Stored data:
[Start of section]
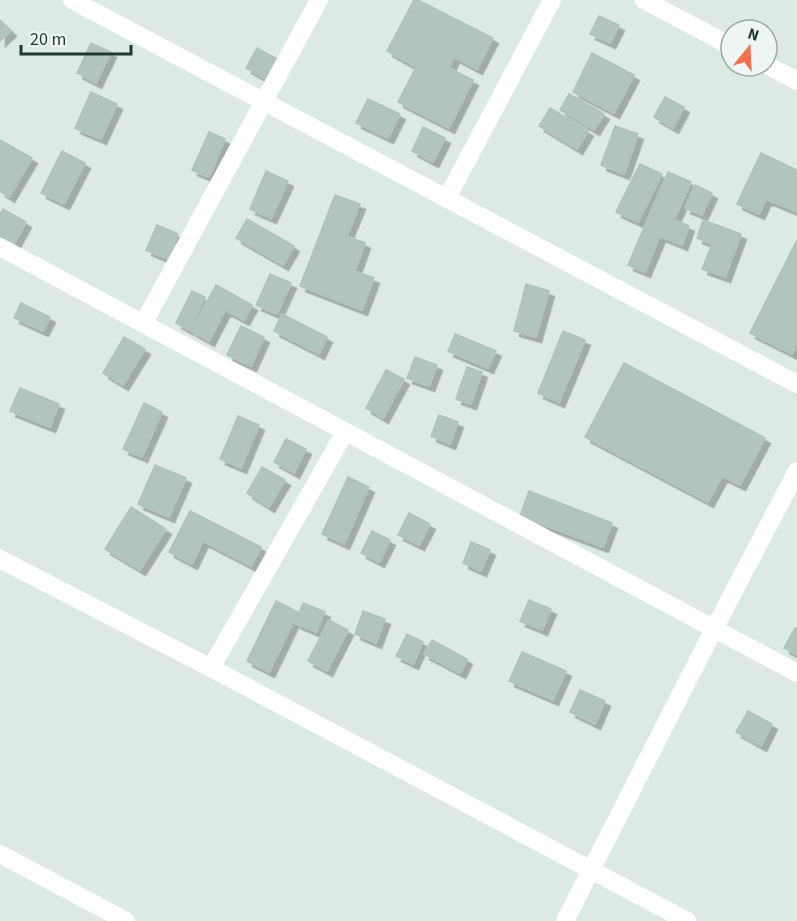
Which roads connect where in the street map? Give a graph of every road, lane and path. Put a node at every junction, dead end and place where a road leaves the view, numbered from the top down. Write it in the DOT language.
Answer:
graph roads {
  1 [pos="72,0"];
  2 [pos="319,0"];
  3 [pos="552,0"];
  4 [pos="644,0"];
  5 [pos="719,40"];
  6 [pos="779,71"];
  7 [pos="797,81"];
  8 [pos="265,100"];
  9 [pos="447,198"];
  10 [pos="0,247"];
  11 [pos="143,324"];
  12 [pos="797,384"];
  13 [pos="345,432"];
  14 [pos="797,471"];
  15 [pos="0,559"];
  16 [pos="714,628"];
  17 [pos="211,668"];
  18 [pos="797,673"];
  19 [pos="0,854"];
  20 [pos="591,871"];
  21 [pos="126,921"];
  22 [pos="565,921"];
  23 [pos="687,921"];
  1 -- 8 [label="street"];
  2 -- 8 [label="street"];
  3 -- 9 [label="street"];
  4 -- 5 [label="street"];
  6 -- 7 [label="street"];
  8 -- 9 [label="street"];
  8 -- 11 [label="street"];
  9 -- 12 [label="street"];
  10 -- 11 [label="street"];
  11 -- 13 [label="street"];
  13 -- 16 [label="street"];
  13 -- 17 [label="street"];
  14 -- 16 [label="street"];
  15 -- 17 [label="street"];
  16 -- 18 [label="street"];
  16 -- 20 [label="street"];
  17 -- 20 [label="street"];
  19 -- 21 [label="street"];
  20 -- 22 [label="street"];
  20 -- 23 [label="street"];
}
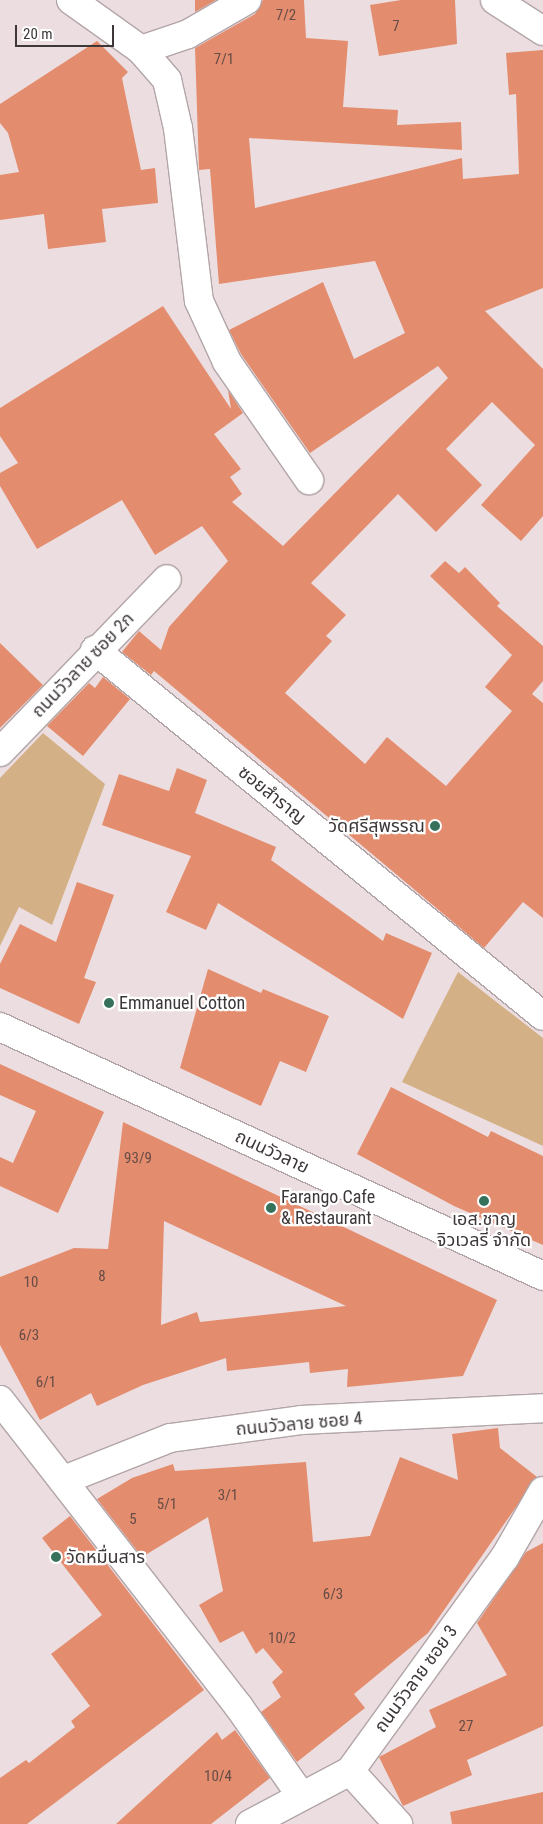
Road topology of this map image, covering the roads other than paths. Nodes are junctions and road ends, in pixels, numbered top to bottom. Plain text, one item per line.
1 (71, 0) edge
2 (247, 0) edge
3 (495, 0) edge
4 (543, 30) edge
5 (141, 50) junction
6 (309, 480) dead end
7 (167, 579) dead end
8 (95, 650) junction
9 (0, 752) edge
10 (543, 1016) edge
11 (0, 1027) edge
12 (543, 1276) edge
13 (0, 1400) edge
14 (543, 1408) edge
15 (64, 1480) junction
16 (543, 1492) edge
17 (350, 1771) junction
18 (300, 1794) junction
19 (250, 1824) edge
20 (398, 1824) edge

1 - 5 street
2 - 5 street
3 - 4 street
5 - 6 street
7 - 8 street, ถนนวัวลาย ซอย 2ก
8 - 9 street, ถนนวัวลาย ซอย 2ก
8 - 10 street, ซอยสำราญ
11 - 12 street, ถนนวัวลาย
13 - 15 street
14 - 15 street, ถนนวัวลาย ซอย 4
15 - 18 street
16 - 17 street, ถนนวัวลาย ซอย 3
17 - 18 street, ถนนวัวลาย ซอย 3
17 - 20 street
18 - 19 street, ถนนวัวลาย ซอย 3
[End of section]
### What to do
Please transcribe all of the entries word for word, with the pictures left out.

### Solution for this problem
Which roads connect where in the street map? Give a graph of every road, lane and path. Put a node at every junction, dead end and place where a road leaves the view, numbered from the top down. Write it in the DOT language.
Answer:
graph roads {
  1 [pos="72,0"];
  2 [pos="319,0"];
  3 [pos="552,0"];
  4 [pos="644,0"];
  5 [pos="719,40"];
  6 [pos="779,71"];
  7 [pos="797,81"];
  8 [pos="265,100"];
  9 [pos="447,198"];
  10 [pos="0,247"];
  11 [pos="143,324"];
  12 [pos="797,384"];
  13 [pos="345,432"];
  14 [pos="797,471"];
  15 [pos="0,559"];
  16 [pos="714,628"];
  17 [pos="211,668"];
  18 [pos="797,673"];
  19 [pos="0,854"];
  20 [pos="591,871"];
  21 [pos="126,921"];
  22 [pos="565,921"];
  23 [pos="687,921"];
  1 -- 8 [label="street"];
  2 -- 8 [label="street"];
  3 -- 9 [label="street"];
  4 -- 5 [label="street"];
  6 -- 7 [label="street"];
  8 -- 9 [label="street"];
  8 -- 11 [label="street"];
  9 -- 12 [label="street"];
  10 -- 11 [label="street"];
  11 -- 13 [label="street"];
  13 -- 16 [label="street"];
  13 -- 17 [label="street"];
  14 -- 16 [label="street"];
  15 -- 17 [label="street"];
  16 -- 18 [label="street"];
  16 -- 20 [label="street"];
  17 -- 20 [label="street"];
  19 -- 21 [label="street"];
  20 -- 22 [label="street"];
  20 -- 23 [label="street"];
}
Road topology of this map image, covering the roads other than paths. Nodes are junctions and road ends, in pixels, numbered top to bottom. Plain text, one item per line.
1 (71, 0) edge
2 (247, 0) edge
3 (495, 0) edge
4 (543, 30) edge
5 (141, 50) junction
6 (309, 480) dead end
7 (167, 579) dead end
8 (95, 650) junction
9 (0, 752) edge
10 (543, 1016) edge
11 (0, 1027) edge
12 (543, 1276) edge
13 (0, 1400) edge
14 (543, 1408) edge
15 (64, 1480) junction
16 (543, 1492) edge
17 (350, 1771) junction
18 (300, 1794) junction
19 (250, 1824) edge
20 (398, 1824) edge

1 - 5 street
2 - 5 street
3 - 4 street
5 - 6 street
7 - 8 street, ถนนวัวลาย ซอย 2ก
8 - 9 street, ถนนวัวลาย ซอย 2ก
8 - 10 street, ซอยสำราญ
11 - 12 street, ถนนวัวลาย
13 - 15 street
14 - 15 street, ถนนวัวลาย ซอย 4
15 - 18 street
16 - 17 street, ถนนวัวลาย ซอย 3
17 - 18 street, ถนนวัวลาย ซอย 3
17 - 20 street
18 - 19 street, ถนนวัวลาย ซอย 3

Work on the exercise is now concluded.